The wonders of modern technology

The wonders of modern technology mean that serious medical emergencies such as cardiac arrest can be treated on the spot. All you need is an automated external defibrillator close at hand, and lives can be saved.

But like all great inventions, the defibrillator did not arrive overnight. In fact, it took centuries to realise the lifesaving potential of electricity, how to apply it, and to develop the device we know today.

In essence AEDs are portable electronic machines that can automatically diagnose irregular heart beats and treat it though electrical therapy. It’s much more effective than CPR, which really just sustains life before a defibrillator can be found.
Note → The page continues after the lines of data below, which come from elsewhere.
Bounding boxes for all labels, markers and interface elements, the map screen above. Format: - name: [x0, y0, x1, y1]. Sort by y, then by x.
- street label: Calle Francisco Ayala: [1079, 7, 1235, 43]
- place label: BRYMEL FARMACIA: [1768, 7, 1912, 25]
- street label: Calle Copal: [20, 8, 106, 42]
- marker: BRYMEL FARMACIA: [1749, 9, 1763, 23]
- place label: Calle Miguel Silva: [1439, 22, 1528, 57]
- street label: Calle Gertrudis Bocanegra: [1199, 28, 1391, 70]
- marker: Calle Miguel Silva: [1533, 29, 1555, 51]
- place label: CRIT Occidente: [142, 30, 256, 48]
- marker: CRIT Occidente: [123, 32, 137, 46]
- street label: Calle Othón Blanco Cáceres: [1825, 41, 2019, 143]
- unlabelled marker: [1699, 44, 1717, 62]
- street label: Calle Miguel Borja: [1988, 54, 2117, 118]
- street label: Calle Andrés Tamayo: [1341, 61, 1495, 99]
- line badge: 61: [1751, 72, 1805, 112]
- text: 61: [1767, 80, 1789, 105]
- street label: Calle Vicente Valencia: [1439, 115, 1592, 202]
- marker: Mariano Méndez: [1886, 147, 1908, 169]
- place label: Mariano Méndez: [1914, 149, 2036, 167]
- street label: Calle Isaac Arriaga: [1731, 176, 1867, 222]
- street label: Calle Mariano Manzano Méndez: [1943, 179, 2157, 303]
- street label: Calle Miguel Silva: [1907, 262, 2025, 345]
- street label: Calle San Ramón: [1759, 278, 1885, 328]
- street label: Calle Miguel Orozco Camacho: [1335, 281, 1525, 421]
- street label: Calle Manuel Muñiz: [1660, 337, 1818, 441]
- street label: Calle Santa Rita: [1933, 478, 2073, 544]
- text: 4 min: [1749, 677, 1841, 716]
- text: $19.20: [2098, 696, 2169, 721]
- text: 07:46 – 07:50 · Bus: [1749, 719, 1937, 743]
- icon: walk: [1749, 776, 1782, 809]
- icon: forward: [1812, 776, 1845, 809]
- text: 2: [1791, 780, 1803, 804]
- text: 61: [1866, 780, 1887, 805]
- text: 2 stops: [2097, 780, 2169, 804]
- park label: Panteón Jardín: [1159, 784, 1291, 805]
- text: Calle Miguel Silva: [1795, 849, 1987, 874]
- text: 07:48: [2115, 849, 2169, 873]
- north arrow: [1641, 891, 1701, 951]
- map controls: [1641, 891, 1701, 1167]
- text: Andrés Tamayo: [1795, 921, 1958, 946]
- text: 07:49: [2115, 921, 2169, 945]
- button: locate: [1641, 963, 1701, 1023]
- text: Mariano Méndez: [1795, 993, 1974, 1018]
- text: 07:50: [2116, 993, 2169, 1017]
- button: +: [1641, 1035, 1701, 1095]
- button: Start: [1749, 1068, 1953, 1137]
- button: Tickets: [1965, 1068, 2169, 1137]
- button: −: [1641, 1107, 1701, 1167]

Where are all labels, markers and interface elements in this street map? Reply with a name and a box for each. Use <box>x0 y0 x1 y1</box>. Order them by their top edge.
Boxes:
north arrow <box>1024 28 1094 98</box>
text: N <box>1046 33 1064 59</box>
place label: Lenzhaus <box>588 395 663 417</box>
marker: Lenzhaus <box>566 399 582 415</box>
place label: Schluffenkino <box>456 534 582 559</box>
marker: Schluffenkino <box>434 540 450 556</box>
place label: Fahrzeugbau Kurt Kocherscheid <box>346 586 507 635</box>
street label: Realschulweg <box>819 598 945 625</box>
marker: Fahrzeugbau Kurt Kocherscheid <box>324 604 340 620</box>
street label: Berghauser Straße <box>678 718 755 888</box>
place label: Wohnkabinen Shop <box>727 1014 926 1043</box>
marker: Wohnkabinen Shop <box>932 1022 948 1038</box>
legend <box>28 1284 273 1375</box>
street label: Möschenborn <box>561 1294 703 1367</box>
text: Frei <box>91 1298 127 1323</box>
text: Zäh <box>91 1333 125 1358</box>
The History of the Defibrillator: A Timeline

1775 – Experiments on chickens by Danish physician Peter Christian Abilgaard reveal hearts could be stopped and then restarted by electricity.
1850 – German physician Carl Ludwig documents electrically stimulated ventricular fibrillation in dogs.
1888 – British physiologists John A Mac William suggests ventricular fibrillation might be the cause of sudden death.
1899 – Swiss physiologists JL Prevost and F Batelli confirm strong voltages applied directly to the heart could restart dogs hearts.
1928 – US Electrical Engineer William Bennett Kouwenhoven began developing defibrillators.
1933 – Kouwenhoven, with US physiologist Orthello Langworthy, demonstrate internally applied electrical current reverses ventricular fibrillation
1947 – US surgeon Claude S Beck is the first to save a human life through defibrillation, restoring his 14-year-old patient’s heart beat during a surgical procedure.
1956 – Kouwenhoven develops external defibrillators but during his experiments discovers and develops CPR. Harvard cardiologist Paul M Zoll demonstrates the first closed chest (external) defibrillation.
1960 – Portable DC-powered defibrillators are developed by Harvard’s Bernard Lown and University of Washington’s K William Edmark, allowing treatment outside hospitals for the first time.
1966 – In N Ireland, cardiologists J Frank Pantridge and John S Geddes are the first to install portable external defibrillators in an ambulance, creating the first Mobile Intensive Care Unit.
1969 – The first non-medical personnel qualified to operate a defibrillator (Emergency Medical Technicians) are hired in Portland, Oregon
1978 – the first Automated External Defibrillator is introduced, comprising sensors to detect in ventricular fibrillation. Crucially, the instructions are electronically provided, reducing the degree of training required to operate them.
1980s – Computer technology enhances AED sensitivity, helping to save even more lives.
2000s – Workplace Health and Safety standards introduced around the world highlight workplace automated external defibrillators as essential.